Requirement: Retrieve every line from the records in which the word "main" occurs.

═══ Records for this exercise ═══

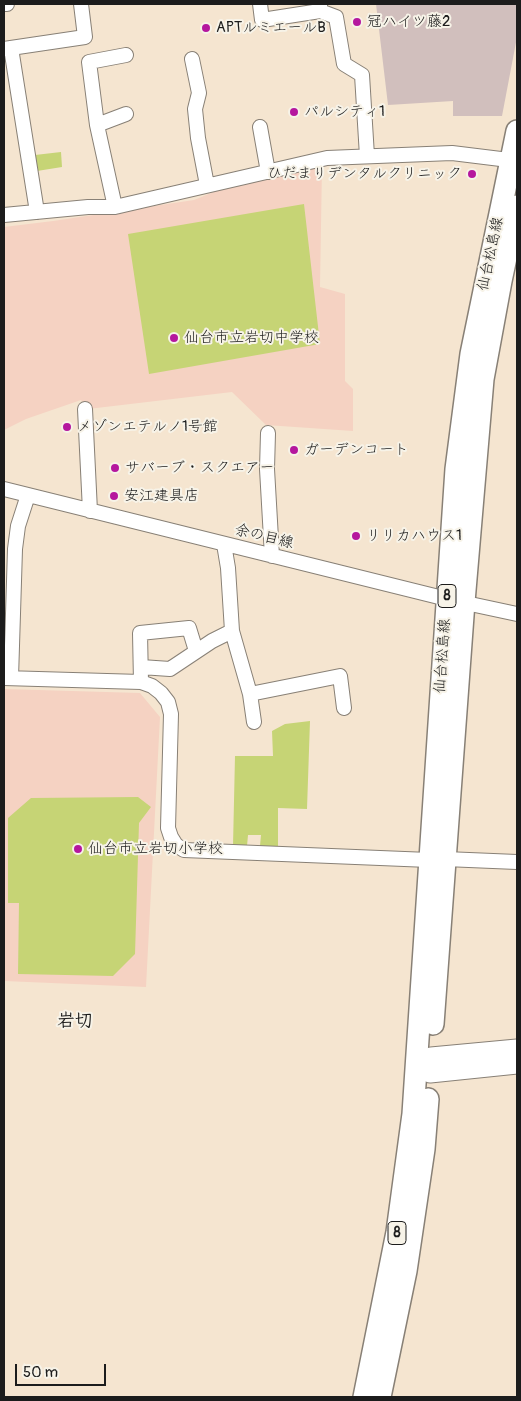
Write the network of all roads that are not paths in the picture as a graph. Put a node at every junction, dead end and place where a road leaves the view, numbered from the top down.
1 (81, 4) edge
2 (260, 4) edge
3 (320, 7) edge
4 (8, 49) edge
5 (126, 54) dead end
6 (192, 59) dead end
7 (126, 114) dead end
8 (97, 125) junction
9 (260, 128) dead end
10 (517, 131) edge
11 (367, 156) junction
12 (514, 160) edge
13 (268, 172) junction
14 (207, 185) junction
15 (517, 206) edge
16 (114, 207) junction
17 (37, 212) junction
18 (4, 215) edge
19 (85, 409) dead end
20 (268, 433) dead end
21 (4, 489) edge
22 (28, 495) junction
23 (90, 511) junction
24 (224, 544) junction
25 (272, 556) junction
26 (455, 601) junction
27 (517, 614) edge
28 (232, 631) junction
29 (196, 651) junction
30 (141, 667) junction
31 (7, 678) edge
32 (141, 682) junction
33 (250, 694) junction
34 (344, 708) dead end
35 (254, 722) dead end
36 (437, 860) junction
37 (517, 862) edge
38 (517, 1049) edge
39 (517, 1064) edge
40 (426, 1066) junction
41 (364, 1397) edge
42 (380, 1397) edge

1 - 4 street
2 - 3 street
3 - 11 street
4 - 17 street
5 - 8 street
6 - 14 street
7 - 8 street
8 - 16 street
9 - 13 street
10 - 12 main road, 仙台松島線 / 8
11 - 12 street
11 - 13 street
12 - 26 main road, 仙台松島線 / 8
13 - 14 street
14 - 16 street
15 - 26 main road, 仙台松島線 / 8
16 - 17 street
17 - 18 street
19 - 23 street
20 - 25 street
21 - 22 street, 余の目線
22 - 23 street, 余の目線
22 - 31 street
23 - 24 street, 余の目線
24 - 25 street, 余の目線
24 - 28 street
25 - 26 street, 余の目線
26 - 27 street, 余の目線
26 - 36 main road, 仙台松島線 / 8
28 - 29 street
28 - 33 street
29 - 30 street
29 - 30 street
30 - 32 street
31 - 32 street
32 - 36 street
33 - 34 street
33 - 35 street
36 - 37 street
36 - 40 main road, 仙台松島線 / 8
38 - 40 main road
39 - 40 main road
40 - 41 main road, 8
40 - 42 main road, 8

═══

Exercise solution:
10 - 12 main road, 仙台松島線 / 8
12 - 26 main road, 仙台松島線 / 8
15 - 26 main road, 仙台松島線 / 8
26 - 36 main road, 仙台松島線 / 8
36 - 40 main road, 仙台松島線 / 8
38 - 40 main road
39 - 40 main road
40 - 41 main road, 8
40 - 42 main road, 8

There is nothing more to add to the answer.